╭─ DATASET

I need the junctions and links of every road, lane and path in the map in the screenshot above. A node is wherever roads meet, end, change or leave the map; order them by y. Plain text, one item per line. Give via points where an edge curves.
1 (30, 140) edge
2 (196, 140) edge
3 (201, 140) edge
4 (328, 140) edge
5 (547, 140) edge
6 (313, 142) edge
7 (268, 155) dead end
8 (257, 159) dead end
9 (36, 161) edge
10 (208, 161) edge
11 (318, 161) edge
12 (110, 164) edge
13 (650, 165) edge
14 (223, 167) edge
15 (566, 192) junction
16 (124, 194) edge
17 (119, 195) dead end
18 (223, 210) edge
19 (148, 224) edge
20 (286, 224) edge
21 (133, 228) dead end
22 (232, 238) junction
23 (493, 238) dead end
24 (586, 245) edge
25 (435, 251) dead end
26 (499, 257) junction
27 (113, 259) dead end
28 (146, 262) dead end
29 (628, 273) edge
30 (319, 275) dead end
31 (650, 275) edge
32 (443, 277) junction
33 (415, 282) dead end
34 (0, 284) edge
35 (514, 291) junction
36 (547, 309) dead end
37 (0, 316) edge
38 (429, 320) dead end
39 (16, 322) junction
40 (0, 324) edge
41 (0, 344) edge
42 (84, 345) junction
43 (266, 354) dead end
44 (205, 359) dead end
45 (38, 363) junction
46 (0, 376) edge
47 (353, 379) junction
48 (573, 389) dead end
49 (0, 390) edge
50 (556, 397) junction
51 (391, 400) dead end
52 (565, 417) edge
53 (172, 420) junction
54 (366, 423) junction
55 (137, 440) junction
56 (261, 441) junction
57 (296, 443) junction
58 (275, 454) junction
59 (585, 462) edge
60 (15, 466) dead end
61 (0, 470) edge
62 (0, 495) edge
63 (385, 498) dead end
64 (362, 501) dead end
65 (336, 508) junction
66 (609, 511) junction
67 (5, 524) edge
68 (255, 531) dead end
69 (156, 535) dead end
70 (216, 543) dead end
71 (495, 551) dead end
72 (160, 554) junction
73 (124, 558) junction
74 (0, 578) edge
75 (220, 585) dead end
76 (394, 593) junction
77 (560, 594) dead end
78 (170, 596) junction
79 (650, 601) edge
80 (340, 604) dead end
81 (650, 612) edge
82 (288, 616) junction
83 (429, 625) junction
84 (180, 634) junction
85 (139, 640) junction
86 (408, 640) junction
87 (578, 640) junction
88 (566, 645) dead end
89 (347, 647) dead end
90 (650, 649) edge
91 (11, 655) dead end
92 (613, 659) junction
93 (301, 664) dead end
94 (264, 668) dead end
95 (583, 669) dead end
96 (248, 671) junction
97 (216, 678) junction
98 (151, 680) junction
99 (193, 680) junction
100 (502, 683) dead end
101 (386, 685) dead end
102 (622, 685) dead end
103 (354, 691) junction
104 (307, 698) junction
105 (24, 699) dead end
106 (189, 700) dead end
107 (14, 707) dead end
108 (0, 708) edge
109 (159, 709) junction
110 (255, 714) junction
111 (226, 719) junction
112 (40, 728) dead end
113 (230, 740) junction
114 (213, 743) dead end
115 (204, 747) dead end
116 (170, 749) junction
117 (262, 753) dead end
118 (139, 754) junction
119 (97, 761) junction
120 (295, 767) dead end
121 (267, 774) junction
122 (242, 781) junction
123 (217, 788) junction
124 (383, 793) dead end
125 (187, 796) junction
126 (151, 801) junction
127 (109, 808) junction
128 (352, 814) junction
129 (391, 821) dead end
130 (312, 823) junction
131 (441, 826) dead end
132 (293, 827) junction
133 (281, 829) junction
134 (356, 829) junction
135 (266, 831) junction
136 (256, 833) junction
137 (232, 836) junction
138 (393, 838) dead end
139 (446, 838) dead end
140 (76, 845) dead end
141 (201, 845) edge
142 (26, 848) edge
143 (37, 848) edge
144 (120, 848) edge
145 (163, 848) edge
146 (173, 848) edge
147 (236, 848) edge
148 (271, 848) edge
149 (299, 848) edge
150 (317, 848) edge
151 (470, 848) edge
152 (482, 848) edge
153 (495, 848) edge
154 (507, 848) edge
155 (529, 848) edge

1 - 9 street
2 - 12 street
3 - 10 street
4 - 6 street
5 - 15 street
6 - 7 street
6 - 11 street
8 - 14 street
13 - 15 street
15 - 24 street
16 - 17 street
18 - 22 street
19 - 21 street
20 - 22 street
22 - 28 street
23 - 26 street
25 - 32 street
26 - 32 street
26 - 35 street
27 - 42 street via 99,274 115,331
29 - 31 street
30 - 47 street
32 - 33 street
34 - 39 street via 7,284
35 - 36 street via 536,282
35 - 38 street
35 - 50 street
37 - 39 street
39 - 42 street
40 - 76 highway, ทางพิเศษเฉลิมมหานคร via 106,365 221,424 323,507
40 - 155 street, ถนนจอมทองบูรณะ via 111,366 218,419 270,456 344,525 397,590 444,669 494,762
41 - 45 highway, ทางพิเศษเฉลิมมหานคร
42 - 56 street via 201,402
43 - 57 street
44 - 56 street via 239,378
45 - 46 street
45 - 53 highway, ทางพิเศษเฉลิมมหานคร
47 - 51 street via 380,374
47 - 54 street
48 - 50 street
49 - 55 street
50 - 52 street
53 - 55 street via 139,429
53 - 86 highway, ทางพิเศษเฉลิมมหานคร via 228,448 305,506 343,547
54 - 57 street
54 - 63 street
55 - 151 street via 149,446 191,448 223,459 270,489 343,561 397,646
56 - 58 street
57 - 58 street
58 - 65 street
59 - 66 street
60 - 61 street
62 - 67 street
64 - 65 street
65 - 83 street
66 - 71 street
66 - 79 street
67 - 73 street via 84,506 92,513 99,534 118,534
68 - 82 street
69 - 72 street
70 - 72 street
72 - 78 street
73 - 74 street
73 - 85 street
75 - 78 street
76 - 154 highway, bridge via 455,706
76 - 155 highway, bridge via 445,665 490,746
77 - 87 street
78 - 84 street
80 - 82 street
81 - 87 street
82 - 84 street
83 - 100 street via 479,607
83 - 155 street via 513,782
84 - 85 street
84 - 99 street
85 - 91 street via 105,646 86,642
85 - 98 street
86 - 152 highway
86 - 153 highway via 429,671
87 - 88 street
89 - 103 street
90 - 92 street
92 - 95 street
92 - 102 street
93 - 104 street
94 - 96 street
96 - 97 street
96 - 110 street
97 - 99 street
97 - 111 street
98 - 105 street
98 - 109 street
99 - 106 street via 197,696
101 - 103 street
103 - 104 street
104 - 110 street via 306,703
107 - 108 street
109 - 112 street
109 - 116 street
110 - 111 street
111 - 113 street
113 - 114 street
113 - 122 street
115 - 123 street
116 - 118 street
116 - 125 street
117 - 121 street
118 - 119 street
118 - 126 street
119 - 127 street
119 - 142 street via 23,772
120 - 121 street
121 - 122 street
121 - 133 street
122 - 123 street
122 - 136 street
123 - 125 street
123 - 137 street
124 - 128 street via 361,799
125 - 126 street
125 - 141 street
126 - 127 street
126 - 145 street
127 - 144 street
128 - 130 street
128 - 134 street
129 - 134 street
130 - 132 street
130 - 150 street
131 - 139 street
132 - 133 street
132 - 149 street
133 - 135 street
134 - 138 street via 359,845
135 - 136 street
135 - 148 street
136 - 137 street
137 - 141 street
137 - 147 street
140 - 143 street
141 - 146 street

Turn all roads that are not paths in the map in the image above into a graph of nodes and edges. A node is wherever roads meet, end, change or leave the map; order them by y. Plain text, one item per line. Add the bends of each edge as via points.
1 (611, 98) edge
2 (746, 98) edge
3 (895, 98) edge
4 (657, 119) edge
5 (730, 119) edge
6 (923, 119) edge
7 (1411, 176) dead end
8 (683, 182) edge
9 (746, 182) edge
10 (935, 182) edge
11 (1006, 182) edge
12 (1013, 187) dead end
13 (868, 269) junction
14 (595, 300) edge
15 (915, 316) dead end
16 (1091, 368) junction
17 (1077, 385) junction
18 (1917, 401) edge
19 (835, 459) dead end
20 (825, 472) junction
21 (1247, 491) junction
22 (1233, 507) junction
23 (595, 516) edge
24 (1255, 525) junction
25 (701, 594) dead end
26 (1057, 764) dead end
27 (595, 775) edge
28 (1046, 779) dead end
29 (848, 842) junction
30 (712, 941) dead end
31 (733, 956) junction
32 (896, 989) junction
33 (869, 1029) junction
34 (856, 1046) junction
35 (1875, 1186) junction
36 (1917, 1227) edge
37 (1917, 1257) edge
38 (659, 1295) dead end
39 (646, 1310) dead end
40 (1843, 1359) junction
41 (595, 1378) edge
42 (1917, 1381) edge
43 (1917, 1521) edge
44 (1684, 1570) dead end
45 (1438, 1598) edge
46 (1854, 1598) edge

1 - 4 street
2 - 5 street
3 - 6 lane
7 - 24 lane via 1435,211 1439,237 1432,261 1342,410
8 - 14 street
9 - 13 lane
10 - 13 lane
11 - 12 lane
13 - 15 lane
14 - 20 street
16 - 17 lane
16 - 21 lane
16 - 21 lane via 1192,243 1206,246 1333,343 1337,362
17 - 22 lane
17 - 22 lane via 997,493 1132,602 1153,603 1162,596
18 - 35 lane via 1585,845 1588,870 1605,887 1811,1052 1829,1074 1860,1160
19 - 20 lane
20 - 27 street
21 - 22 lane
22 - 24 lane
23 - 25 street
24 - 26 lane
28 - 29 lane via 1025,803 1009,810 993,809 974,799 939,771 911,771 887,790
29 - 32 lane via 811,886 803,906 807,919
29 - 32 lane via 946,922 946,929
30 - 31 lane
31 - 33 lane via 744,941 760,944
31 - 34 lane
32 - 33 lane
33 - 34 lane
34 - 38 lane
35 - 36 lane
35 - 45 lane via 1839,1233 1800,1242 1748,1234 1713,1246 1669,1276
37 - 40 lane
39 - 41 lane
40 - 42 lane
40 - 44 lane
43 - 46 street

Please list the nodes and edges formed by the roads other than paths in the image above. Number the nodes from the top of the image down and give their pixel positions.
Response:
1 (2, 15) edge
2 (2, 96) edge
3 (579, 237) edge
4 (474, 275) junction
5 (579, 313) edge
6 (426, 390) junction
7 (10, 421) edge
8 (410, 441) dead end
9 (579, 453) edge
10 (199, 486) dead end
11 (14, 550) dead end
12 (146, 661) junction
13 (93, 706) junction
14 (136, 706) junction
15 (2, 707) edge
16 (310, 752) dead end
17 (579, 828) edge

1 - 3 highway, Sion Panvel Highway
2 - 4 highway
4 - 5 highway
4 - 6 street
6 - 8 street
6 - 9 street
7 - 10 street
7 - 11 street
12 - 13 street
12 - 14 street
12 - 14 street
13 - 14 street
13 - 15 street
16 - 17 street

╰─

**WHAT YOU NEED TO DO**
Lines above that have "roads": copy each of them.

**TASK SOLUTION**
I need the junctions and links of every road, lane and path in the map in the screenshot above. A node is wherever roads meet, end, change or leave the map; order them by y. Plain text, one item per line. Give via points where an edge curves.
Turn all roads that are not paths in the map in the image above into a graph of nodes and edges. A node is wherever roads meet, end, change or leave the map; order them by y. Plain text, one item per line. Add the bends of each edge as via points.
Please list the nodes and edges formed by the roads other than paths in the image above. Number the nodes from the top of the image down and give their pixel positions.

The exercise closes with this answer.